Yea me too,confused me on a few things when I was studying for my contractors exam.

Funny thing thought. go over and say that on his forum and you will get slammed for it


----------



## chenley (Feb 20, 2007)

I used the NEC Exam Preparation Textbook from Mike Holt's (2005 edition), don't recall finding that many errors in it, if there were the corrections were on his website. I wouldn't see a need in getting the whole set to pass a journeyman's exam, it's not that hard if you know how to navigate through the NEC.

I've also heard that Tom Henry's books are really good, although I haven't personally seen them myself.


----------



## captkirk (Nov 21, 2007)

electrictim510 said:


> I am looking to buy a used set of one of the below products.
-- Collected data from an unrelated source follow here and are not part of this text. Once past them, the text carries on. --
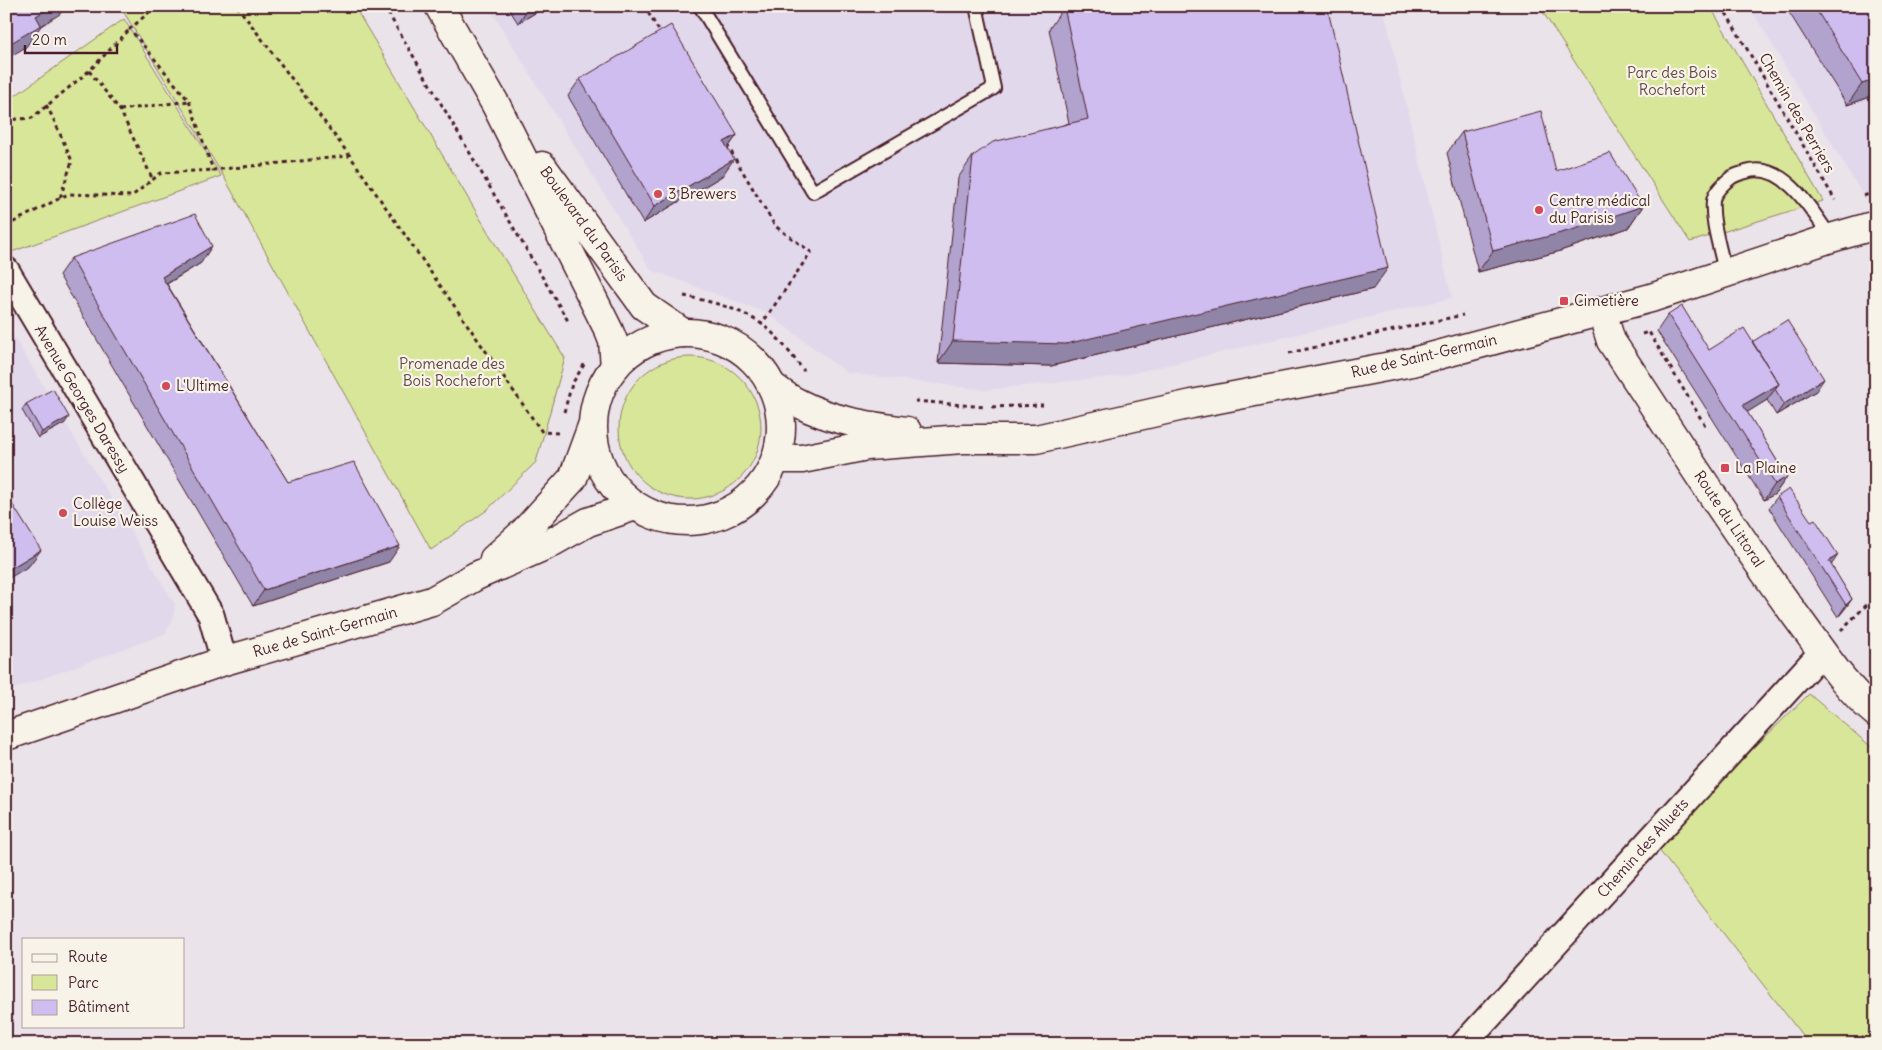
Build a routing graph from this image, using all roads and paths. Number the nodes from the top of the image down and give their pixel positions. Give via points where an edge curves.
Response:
1 (156, 6) edge
2 (237, 6) edge
3 (384, 6) edge
4 (438, 6) edge
5 (644, 6) edge
6 (700, 6) edge
7 (976, 6) edge
8 (1722, 6) edge
9 (130, 29) junction
10 (664, 40) edge
11 (89, 71) junction
12 (189, 101) junction
13 (46, 105) junction
14 (496, 105) junction
15 (120, 110) junction
16 (6, 120) edge
17 (724, 141) edge
18 (350, 156) junction
19 (213, 170) junction
20 (153, 180) junction
21 (59, 198) junction
22 (6, 226) edge
23 (1853, 231) edge
24 (6, 270) edge
25 (1725, 272) junction
26 (676, 296) dead end
27 (1602, 312) junction
28 (1473, 313) dead end
29 (569, 322) dead end
30 (762, 325) junction
31 (683, 332) junction
32 (1287, 353) dead end
33 (615, 367) junction
34 (808, 376) dead end
35 (772, 386) junction
36 (910, 401) dead end
37 (1047, 405) dead end
38 (593, 423) junction
39 (559, 433) dead end
40 (963, 439) junction
41 (776, 459) junction
42 (635, 506) junction
43 (476, 576) junction
44 (1876, 596) edge
45 (1822, 652) junction
46 (224, 661) junction
47 (1876, 713) edge
48 (6, 736) edge
49 (1464, 1044) edge

1 - 9 path
2 - 18 path
3 - 29 path
4 - 14 main road, Boulevard du Parisis
5 - 10 path
6 - 7 lane via 813,192 994,88
8 - 23 path, Chemin des Perriers
9 - 11 path
9 - 12 path
11 - 13 path
11 - 15 path
12 - 15 path
12 - 19 path
13 - 16 path via 32,118
13 - 21 path via 72,161
14 - 31 main road, Boulevard du Parisis via 644,306
14 - 33 main road, Boulevard du Parisis via 614,341
15 - 20 path
17 - 30 path via 775,226 811,252
18 - 19 path
18 - 39 path via 542,432
19 - 20 path via 161,174
20 - 21 path via 132,196 68,194
21 - 22 path
23 - 25 main road, Rue de Saint-Germain
23 - 25 lane via 1775,173 1763,170 1733,176 1713,199
24 - 46 street, Avenue Georges Daressy via 211,615
25 - 27 main road, Rue de Saint-Germain
26 - 30 path via 709,301 740,312
27 - 40 main road, Rue de Saint-Germain via 1412,362 1192,404 1036,440
27 - 45 main road, Route du Littoral via 1611,341
28 - 32 path
30 - 34 path
31 - 33 main road via 657,338 632,350
31 - 35 main road via 710,336 736,346 757,363
33 - 38 main road via 599,393
35 - 40 main road, Rue de Saint-Germain via 797,403 860,425
35 - 41 main road via 780,410 782,435
36 - 37 path via 988,407
38 - 42 main road via 595,447 603,470 617,490
38 - 43 main road via 573,478 525,531
40 - 41 main road, Rue de Saint-Germain via 867,446 802,460
41 - 42 main road via 763,484 743,504 717,517 689,522 661,518
42 - 43 main road, Rue de Saint-Germain via 588,522 547,545
43 - 46 main road, Rue de Saint-Germain via 432,601
44 - 45 path
45 - 47 main road, Route du Littoral
45 - 49 street, Chemin des Alluets
46 - 48 main road, Rue de Saint-Germain

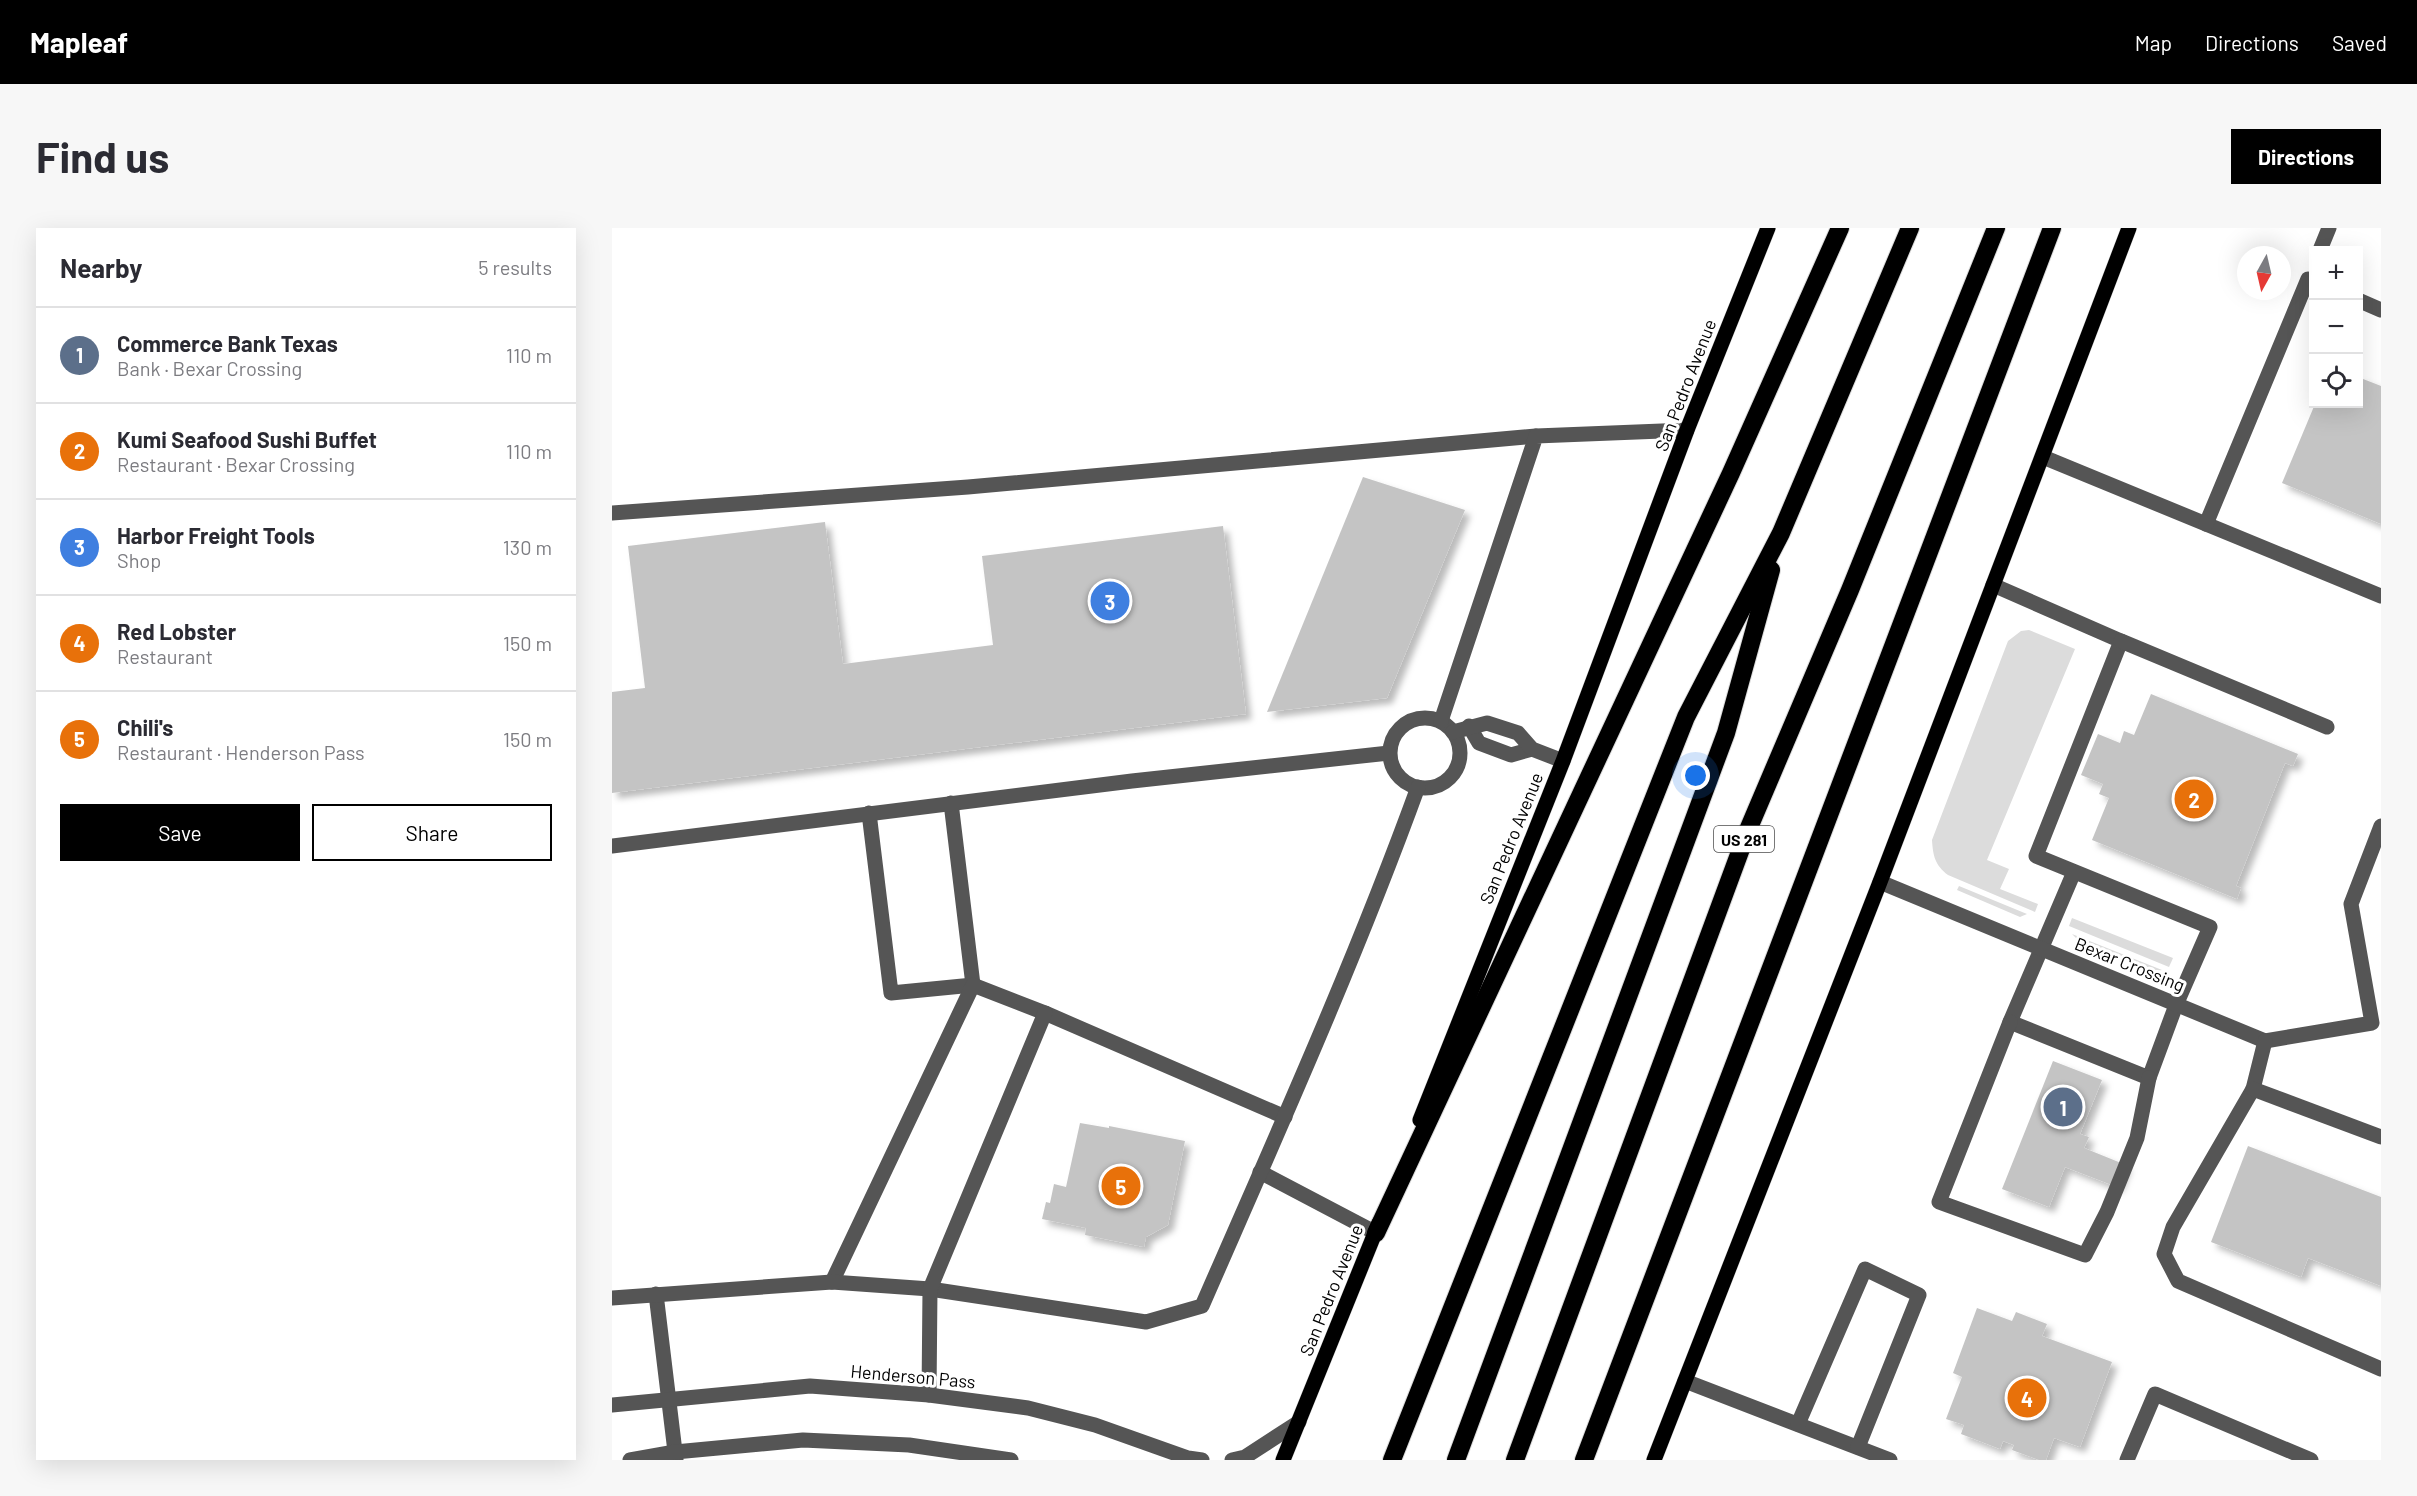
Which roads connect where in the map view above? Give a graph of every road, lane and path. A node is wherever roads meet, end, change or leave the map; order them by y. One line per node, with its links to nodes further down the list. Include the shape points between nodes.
1 (1768, 228): 12 (main road, San Pedro Avenue)
2 (1840, 228): 46 (highway, via 1731,473)
3 (1910, 228): 17 (highway)
4 (1996, 228): 67 (highway, US 281, via 1748,830)
5 (2052, 228): 68 (highway)
6 (2129, 228): 14 (main road)
7 (2329, 228): 8 (street)
8 (2322, 246)
9 (2309, 282): 16 (street)
10 (2363, 302): 11 (street)
11 (2381, 310)
12 (1688, 430): 13 (street); 27 (main road, San Pedro Avenue)
13 (1536, 436): 15 (street, via 991,485); 21 (street)
14 (2043, 457): 16 (street); 18 (main road)
15 (612, 513)
16 (2206, 524): 19 (street)
17 (1781, 533): 65 (highway, via 1686,717); 66 (highway, via 1726,733)
18 (1993, 585): 20 (street); 34 (main road)
19 (2381, 596)
20 (2121, 641): 23 (street); 33 (street, via 2036,856)
21 (1442, 721): 24 (street); 26 (street, via 1431,717 1408,721 1393,736)
22 (1469, 726): 24 (street); 25 (street, via 1487,723 1518,734); 25 (street, via 1479,742 1511,755)
23 (2327, 727)
24 (1453, 732): 28 (street, via 1461,750 1454,774 1434,787)
25 (1532, 749): 27 (street)
26 (1389, 753): 28 (street, via 1400,778); 29 (street)
27 (1563, 761): 46 (main road, San Pedro Avenue)
28 (1418, 787): 43 (street, via 1386,875)
29 (951, 803): 30 (street); 36 (street)
30 (869, 813): 32 (street); 36 (street, via 891,993)
31 (2381, 826): 40 (street, via 2351,904 2372,1023)
32 (612, 846)
33 (2074, 872): 35 (street); 37 (street, via 2210,927)
34 (1880, 882): 35 (street, Bexar Crossing); 52 (main road)
35 (2041, 949): 37 (street, Bexar Crossing); 39 (street)
36 (973, 985): 38 (street); 47 (street)
37 (2176, 1005): 40 (street, Bexar Crossing); 41 (street)
38 (1045, 1013): 43 (street); 48 (street)
39 (2010, 1022): 41 (street); 41 (street, via 1939,1202 2085,1255 2137,1138)
40 (2265, 1041): 42 (street)
41 (2149, 1078)
42 (2253, 1089): 44 (street); 51 (street, via 2173,1227 2164,1254 2178,1281)
43 (1285, 1117): 45 (street)
44 (2381, 1137)
45 (1260, 1172): 46 (street); 48 (street, via 1202,1306 1146,1322)
46 (1376, 1233): 56 (main road, San Pedro Avenue)
47 (832, 1282): 48 (street); 49 (street)
48 (930, 1289): 53 (street)
49 (656, 1294): 50 (street); 54 (street)
50 (612, 1298)
51 (2381, 1369)
52 (1685, 1381): 57 (street); 69 (main road)
53 (929, 1395): 54 (street, Henderson Pass, via 810,1386); 62 (street, Henderson Pass, via 1028,1408)
54 (669, 1399): 55 (street, Henderson Pass); 59 (street)
55 (612, 1405)
56 (1299, 1422): 63 (street, via 1245,1457); 64 (main road, San Pedro Avenue)
57 (1798, 1424): 58 (street); 58 (street, via 1865,1269 1919,1295)
58 (1858, 1448): 70 (street)
59 (676, 1456): 60 (street); 61 (street, via 803,1440 909,1445)
60 (630, 1460)
61 (1011, 1460)
62 (1202, 1460)
63 (1232, 1460)
64 (1283, 1460)
65 (1392, 1460)
66 (1456, 1460)
67 (1515, 1460)
68 (1584, 1460)
69 (1654, 1460)
70 (1890, 1460)
71 (2127, 1460): 72 (street, via 2155,1394)
72 (2311, 1460)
I cannot afford to buy it brand new at the moment
> 
> http://www.mikeholt.com/productitem.php?id=388&year=2005&from=All&type=Library
> 
> ...


 There are a lot of things on the NJ test that he doesnt cover. I wouldnt rely just on him. His stuff is good but a little long winded at times......


----------



## Magnettica (Jan 23, 2007)

Every exam prep book has at least a few mistakes, including Mike Holt's, but it's not like the entire catalog is one big blunder. Tom Henry's books have a few errors in them too you know.


----------



## John Valdes (May 17, 2007)

Tom Henry. Would have never passed without his program. It's the best IMO.


----------



## user5941 (Mar 16, 2009)

Magnettica said:


> Every exam prep book has at least a few mistakes, including Mike Holt's, but it's not like the entire catalog is one big blunder. Tom Henry's books have a few errors in them too you know.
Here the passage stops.